→ TASK TO CARRY OUT
Please return the lines of the data that contain "edges".

Start of DATA RECORDS

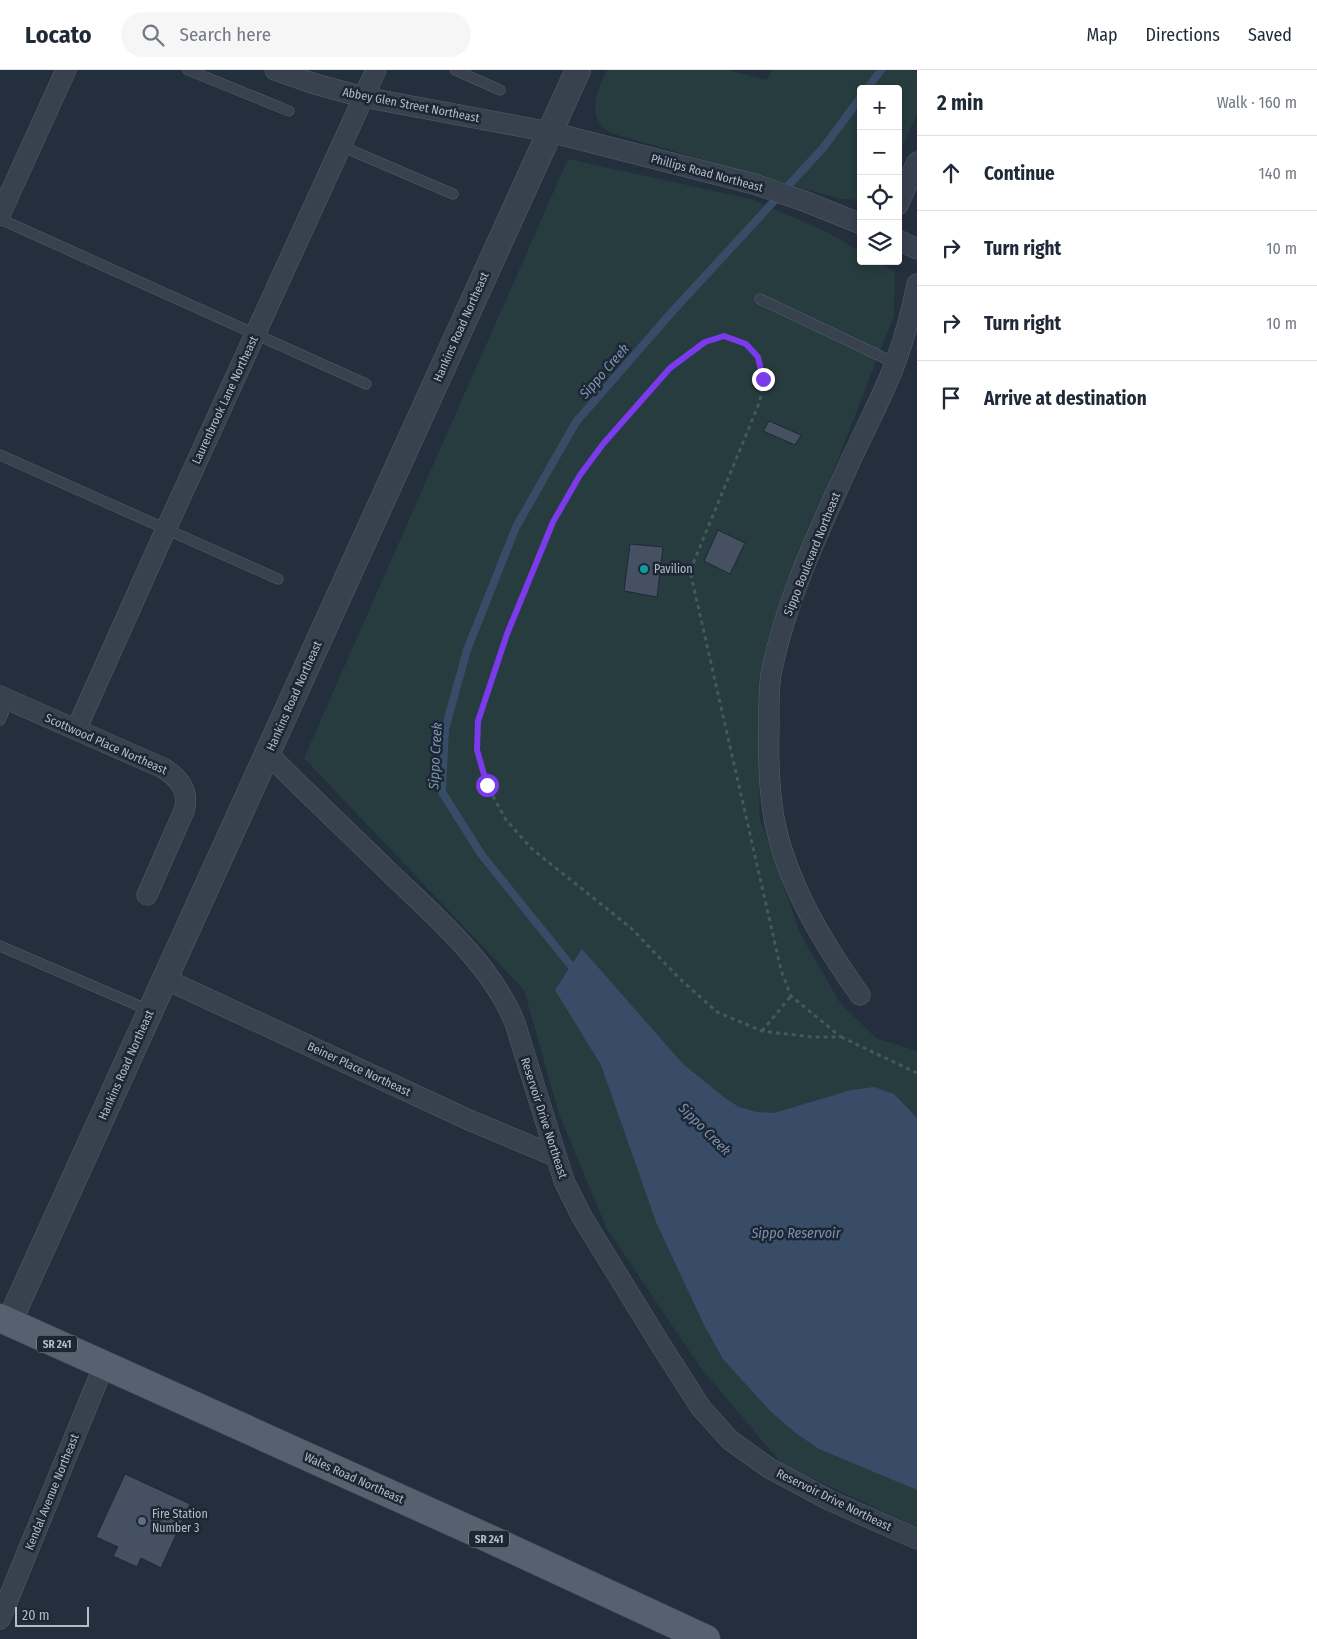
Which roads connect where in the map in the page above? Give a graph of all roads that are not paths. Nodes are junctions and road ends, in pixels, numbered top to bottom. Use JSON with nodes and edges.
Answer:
{"nodes":[{"id":1,"x":66,"y":70,"type":"edge"},
{"id":2,"x":188,"y":70,"type":"edge"},
{"id":3,"x":275,"y":70,"type":"edge"},
{"id":4,"x":376,"y":70,"type":"edge"},
{"id":5,"x":455,"y":70,"type":"edge"},
{"id":6,"x":578,"y":70,"type":"edge"},
{"id":7,"x":204,"y":73,"type":"edge"},
{"id":8,"x":500,"y":90,"type":"dead end"},
{"id":9,"x":363,"y":97,"type":"junction"},
{"id":10,"x":289,"y":110,"type":"dead end"},
{"id":11,"x":550,"y":132,"type":"junction"},
{"id":12,"x":341,"y":146,"type":"junction"},
{"id":13,"x":917,"y":162,"type":"edge"},
{"id":14,"x":453,"y":194,"type":"dead end"},
{"id":15,"x":902,"y":196,"type":"edge"},
{"id":16,"x":0,"y":215,"type":"edge"},
{"id":17,"x":0,"y":220,"type":"edge"},
{"id":18,"x":857,"y":222,"type":"edge"},
{"id":19,"x":902,"y":242,"type":"edge"},
{"id":20,"x":917,"y":249,"type":"edge"},
{"id":21,"x":917,"y":284,"type":"edge"},
{"id":22,"x":760,"y":299,"type":"dead end"},
{"id":23,"x":255,"y":334,"type":"junction"},
{"id":24,"x":895,"y":363,"type":"junction"},
{"id":25,"x":366,"y":384,"type":"dead end"},
{"id":26,"x":0,"y":455,"type":"edge"},
{"id":27,"x":166,"y":530,"type":"junction"},
{"id":28,"x":278,"y":579,"type":"dead end"},
{"id":29,"x":5,"y":698,"type":"edge"},
{"id":30,"x":0,"y":720,"type":"edge"},
{"id":31,"x":76,"y":730,"type":"junction"},
{"id":32,"x":268,"y":754,"type":"junction"},
{"id":33,"x":148,"y":895,"type":"dead end"},
{"id":34,"x":0,"y":946,"type":"edge"},
{"id":35,"x":165,"y":979,"type":"junction"},
{"id":36,"x":860,"y":995,"type":"dead end"},
{"id":37,"x":151,"y":1011,"type":"junction"},
{"id":38,"x":555,"y":1156,"type":"junction"},
{"id":39,"x":5,"y":1320,"type":"edge"},
{"id":40,"x":104,"y":1365,"type":"junction"},
{"id":41,"x":917,"y":1539,"type":"edge"},
{"id":42,"x":0,"y":1619,"type":"edge"},
{"id":43,"x":706,"y":1639,"type":"edge"}],
"edges":[{"from":1,"to":16,"type":"street"},
{"from":2,"to":7,"type":"lane"},
{"from":3,"to":9,"type":"street","name":"Abbey Glen Street Northeast"},
{"from":4,"to":9,"type":"street","name":"Laurenbrook Lane Northeast"},
{"from":5,"to":8,"type":"lane"},
{"from":6,"to":11,"type":"street","name":"Hankins Road Northeast"},
{"from":7,"to":10,"type":"lane"},
{"from":9,"to":11,"type":"street","name":"Abbey Glen Street Northeast"},
{"from":9,"to":12,"type":"street","name":"Laurenbrook Lane Northeast"},
{"from":11,"to":18,"type":"street","name":"Phillips Road Northeast"},
{"from":11,"to":32,"type":"street","name":"Hankins Road Northeast"},
{"from":12,"to":14,"type":"lane"},
{"from":12,"to":23,"type":"street","name":"Laurenbrook Lane Northeast"},
{"from":13,"to":15,"type":"street"},
{"from":17,"to":23,"type":"lane"},
{"from":19,"to":20,"type":"street"},
{"from":21,"to":24,"type":"street","name":"Sippo Boulevard Northeast"},
{"from":22,"to":24,"type":"lane"},
{"from":23,"to":25,"type":"lane"},
{"from":23,"to":27,"type":"street","name":"Laurenbrook Lane Northeast"},
{"from":24,"to":36,"type":"street","name":"Sippo Boulevard Northeast"},
{"from":26,"to":27,"type":"lane"},
{"from":27,"to":28,"type":"lane"},
{"from":27,"to":31,"type":"street","name":"Laurenbrook Lane Northeast"},
{"from":29,"to":30,"type":"lane"},
{"from":29,"to":31,"type":"street","name":"Scottwood Place Northeast"},
{"from":31,"to":33,"type":"street","name":"Scottwood Place Northeast"},
{"from":32,"to":35,"type":"street","name":"Hankins Road Northeast"},
{"from":32,"to":38,"type":"street","name":"Reservoir Drive Northeast"},
{"from":34,"to":37,"type":"lane"},
{"from":35,"to":37,"type":"street","name":"Hankins Road Northeast"},
{"from":35,"to":38,"type":"street","name":"Beiner Place Northeast"},
{"from":37,"to":39,"type":"street","name":"Hankins Road Northeast"},
{"from":38,"to":41,"type":"street","name":"Reservoir Drive Northeast"},
{"from":39,"to":40,"type":"main road","name":"Wales Road Northeast","number":"SR 241"},
{"from":40,"to":42,"type":"street","name":"Kendal Avenue Northeast"},
{"from":40,"to":43,"type":"main road","name":"Wales Road Northeast","number":"SR 241"}]}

End of DATA RECORDS

→ EXERCISE RESULT
Which roads connect where in the map in the page above? Give a graph of all roads that are not paths. Nodes are junctions and road ends, in pixels, numbered top to bottom. Use JSON with nodes and edges.
"edges":[{"from":1,"to":16,"type":"street"},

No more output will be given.